One of the complete distributed systems we have developed is the BitVault data retention platform [4]. BitVault employs commodity PCs as building blocks to construct a distributed backup service that is scalable, highly reliable, and highly available. Topology-wise, nodes are arranged in a ring. At the bottom layer, there is a voting-based failure detector to monitor the health of each node by a constant number of its neighbors. A failure or new node join event is then broadcasted in O(logN) steps to all other members, and anti-entropy is employed to ensure the eventual convergence of membership. These protocols comprise an eventual consistent membership protocol. Above that, a placement policy places multiple replicas on a constant number of nodes, and a distributed indexing mechanism tracks the location of an object. We use massively parallel repair to deliver order-of-minutes repair time for a failed disk upon the notification of membership change. There is a scalable monitoring infrastructure embedded in the system to trigger load balancing automatically. BitVault is entirely developed and maintained using WiDS.  Each BitVault node comprises several objects that implement different functions (e.g., membership, monitoring, index, data etc.), and these objects communicate with each other using WiDS messages. BitVault is robust enough that we plan to roll out a 32-node installation as an interactive backup service in the first half of this year.

Although WiDS significantly improved the development process of BitVault, during the course we have learned several important lessons that lead to the further development and research focuses for WiDS. First, while the event-based programming model is a natural fit to implement state machines, it is still difficult to program and debug. This is especially true for protocols that have multiple phases. For those protocols, the event model will spread the protocol logic in multiple event handlers, and the program must therefore explicitly handle the context moving from one handler to the other. A protocol that is multi-phased but deals with a single remote party is most easily programmed using a single thread with remote procedure calls (RPC). However, the thread model falls short if the protocol has a concurrent phase that involves multiple parties, since it must spawn separate threads to deal with these parties and then sync-up later on.
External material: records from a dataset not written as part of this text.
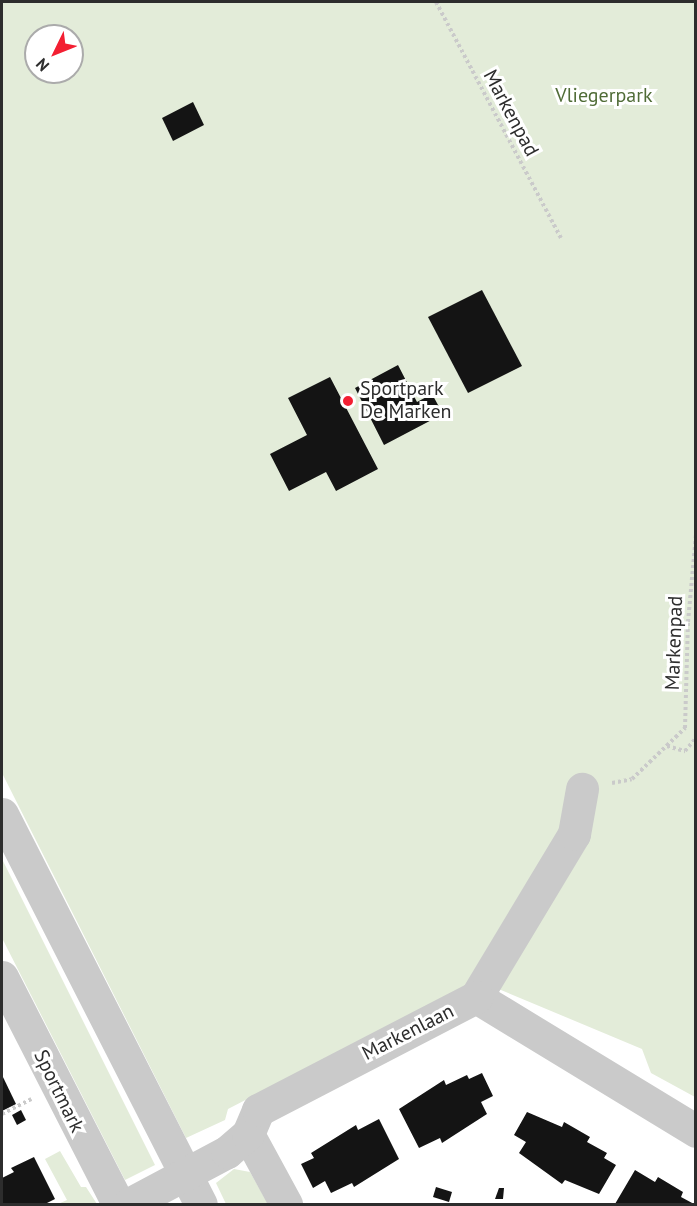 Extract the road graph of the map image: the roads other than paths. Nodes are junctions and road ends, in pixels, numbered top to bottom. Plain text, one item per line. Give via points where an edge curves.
1 (582, 789) road end
2 (2, 814) edge
3 (2, 977) edge
4 (476, 997) junction
5 (696, 1131) edge
6 (248, 1134) junction
7 (185, 1174) junction
8 (118, 1204) edge
9 (129, 1204) edge
10 (201, 1204) edge
11 (286, 1204) edge

1 - 4 street via 574,834
2 - 7 street
3 - 8 street, Sportmark
4 - 5 street, Markenlaan
4 - 6 street, Markenlaan via 258,1110
6 - 7 street, Markenlaan via 227,1152
6 - 11 street
7 - 9 street, Markenlaan
7 - 10 street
The thread model must also carefully guard critical sections, which is non-trivial and something that the event model does not need to handle. Many distributed protocols, however, are in fact both multi-phase and multi-partied (e.g., two-phase commit). A good number of BitVault protocols fall into this category. Therefore, in terms of programming effort, neither the event nor the thread model is an ideal fit. These experiences motivate us to develop both new APIs and architecture to further mitigate the program burden (c.f. Section-4.1).
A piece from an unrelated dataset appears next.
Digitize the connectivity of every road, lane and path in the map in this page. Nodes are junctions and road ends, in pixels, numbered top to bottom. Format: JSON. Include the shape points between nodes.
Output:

Second, the WiDS runtime schedules at event granularity. This implies that events are handled in turn, and one¡¯s execution can not be preempted by others. It is usually not a problem. However, consider an event that is sandwiched by two heartbeat events. If the middle event takes an exceptionally long time to complete (e.g., a blocking disk I/O) then the timer logic can be violated. In the case of BitVault, it is possible for the failure detector to wrongly signal the crash of a node, allowing the repair mechanism to kick in, which can only make things worse. This particular issue can be resolved by offering a failure detection service inside the WiDS runtime so that one can register the interested endpoints and be notified when an endpoint fails to respond. By decoupling the dependency, the probe and response can run in parallel with the execution of events, fulfilled by the WiDS runtime. However, at its core, the issue is the handling of time-critical events and the provisioning of some level of real-time guarantee. Since objects typically implement a service (e.g., the membership protocol), and the WiDS objects communicate only through messages, one thing we plan to do is to allow events of more time-critical objects to preempt other events. The other possibility is to develop a Yield API so that the user can chop a long-running event.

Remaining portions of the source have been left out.